Rouhani’s Role in the July 1999 Repression
Both leaders’ themes were echoed by Hassan Rouhani, then deputy speaker of Iran’s parliament and secretary of the Supreme National Security Committee. Rouhani was one of the head-liners at a well-scripted counter-demonstration organized by the regime one week after the dormitory raid. To a large, enthusiastic and well-compensated crowd, Rouhani inveighed against the protests, calling the organizers “bandits and saboteurs” and promising that Tehran would “resolutely and decisively quell any attempt to rebel.”
His pledge that the protest leaders would be charged with mohareb (enemy of God) and mofased (corrupt on earth) – crimes punishable by death in the Islamic Republic – drew some of the first international press attention for the then little-known lawmaker. However, he also reiterated promises to investigate the dormitory raid and lauded the “outstanding role” of students in Iran’s revolutionary history.
Rouhani was not the only Iranian official who achieved newfound prominence during the crisis. Also notable during this episode was the role of the Revolutionary Guard and senior military commanders, who issued an unprecedented warning to Khatami. Like Khamenei, the commanders saw the episode as “the footprints of the enemy in the aforementioned incidents and we can hear its drunken cackle.” The injunction — which was signed by, among others, current Tehran mayor and leading 2013 presidential contender Mohammad Baqr Qalibaf — admonished Khatami that “our patience has run out. We cannot tolerate this situation any longer if it is not dealt with.” The threat of military intervention proved a harbinger of things to come, as the Revolutionary Guard transformed into a political and economic powerhouse.
July 1999 marked a turning point, although that was not immediately obvious. Initially, the reform agenda did not appear to be handicapped by the events. The stock exchange merely hiccoughed in response, and the largest British trade delegation since the revolution arrived in Iran just a few weeks later. Khatami continued his efforts to promote change from within the system, and many reformist leaders saw the episode as a cautionary tale about the potential for aggressive tactics to backfire.
The Legacy of Iran’s Student Protests
Ultimately, however, the July 1999 upheaval confirmed for many of Iran’s highly politicized youth the fundamental inadequacy of the reform movement itself and the sheer impossibility of advancing gradual moderation of an absolutist system. This sense of despair left a lasting rift among reformist activists themselves, as well as between the population and the movement’s leadership. For the hard-liners, the events of July 1999 revealed that the reformists’ moderation represented their Achilles’ heel, which encouraged the increasing forcefulness of their repression.

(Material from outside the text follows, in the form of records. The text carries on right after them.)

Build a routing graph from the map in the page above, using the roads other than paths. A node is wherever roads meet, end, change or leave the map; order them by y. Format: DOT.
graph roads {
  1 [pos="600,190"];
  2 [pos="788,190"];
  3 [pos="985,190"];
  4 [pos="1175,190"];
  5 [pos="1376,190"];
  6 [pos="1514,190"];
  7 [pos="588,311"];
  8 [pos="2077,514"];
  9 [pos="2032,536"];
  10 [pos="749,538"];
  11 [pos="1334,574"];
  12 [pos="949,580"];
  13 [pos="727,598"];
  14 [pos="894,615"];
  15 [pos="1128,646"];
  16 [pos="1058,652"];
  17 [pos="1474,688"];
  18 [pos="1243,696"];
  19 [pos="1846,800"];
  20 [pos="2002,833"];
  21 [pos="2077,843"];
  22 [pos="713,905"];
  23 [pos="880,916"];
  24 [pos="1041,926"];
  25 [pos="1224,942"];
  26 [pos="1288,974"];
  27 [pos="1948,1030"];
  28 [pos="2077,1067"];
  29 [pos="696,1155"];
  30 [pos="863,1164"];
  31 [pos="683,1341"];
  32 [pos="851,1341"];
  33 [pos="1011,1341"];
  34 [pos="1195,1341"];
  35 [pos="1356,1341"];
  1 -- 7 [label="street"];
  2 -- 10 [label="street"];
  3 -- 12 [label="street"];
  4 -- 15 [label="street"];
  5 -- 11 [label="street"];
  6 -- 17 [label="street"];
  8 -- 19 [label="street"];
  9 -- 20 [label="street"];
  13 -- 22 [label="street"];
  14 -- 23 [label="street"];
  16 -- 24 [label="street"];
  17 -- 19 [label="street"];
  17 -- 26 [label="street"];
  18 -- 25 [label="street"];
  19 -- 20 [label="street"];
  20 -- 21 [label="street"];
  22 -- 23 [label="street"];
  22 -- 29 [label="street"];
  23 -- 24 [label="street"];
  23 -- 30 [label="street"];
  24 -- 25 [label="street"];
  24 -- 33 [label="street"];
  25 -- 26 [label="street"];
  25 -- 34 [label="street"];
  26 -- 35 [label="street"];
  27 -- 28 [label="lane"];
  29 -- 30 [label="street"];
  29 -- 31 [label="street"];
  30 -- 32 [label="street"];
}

In the decade and a half that has passed, the country’s challenges have intensified and its politics have become more polarized. When the furies reemerged a decade later, after the implausible 2009 reelection of Mahmoud Ahmadinejad, the street protestors numbered in the hundreds of thousands, in cities as well as small villages around the country, and the divisions splintered the establishment itself. Once again, Iran’s hard-liners turned to violence and intimidation, quashing the uprising but failing to squelch the aspirations of the Iranian people.
Rouhani was never a reformist, either by philosophy or political affiliation, but the rise and fall of his prospects — and more pointedly, the nation’s fortunes — since July 1999 has surely afforded him new insight into the dangers of unrestrained hard-line rule. The specter of renewed internal unrest looms large as the backdrop to his efforts to achieve a diplomatic resolution of the nuclear crisis. Still, his restraint, or worse, in advancing a domestic agenda that is equally ambitious as his diplomatic efforts raises questions about whether Rouhani can prove any more successful in tempering his citizens’ expectations than the reformists themselves did.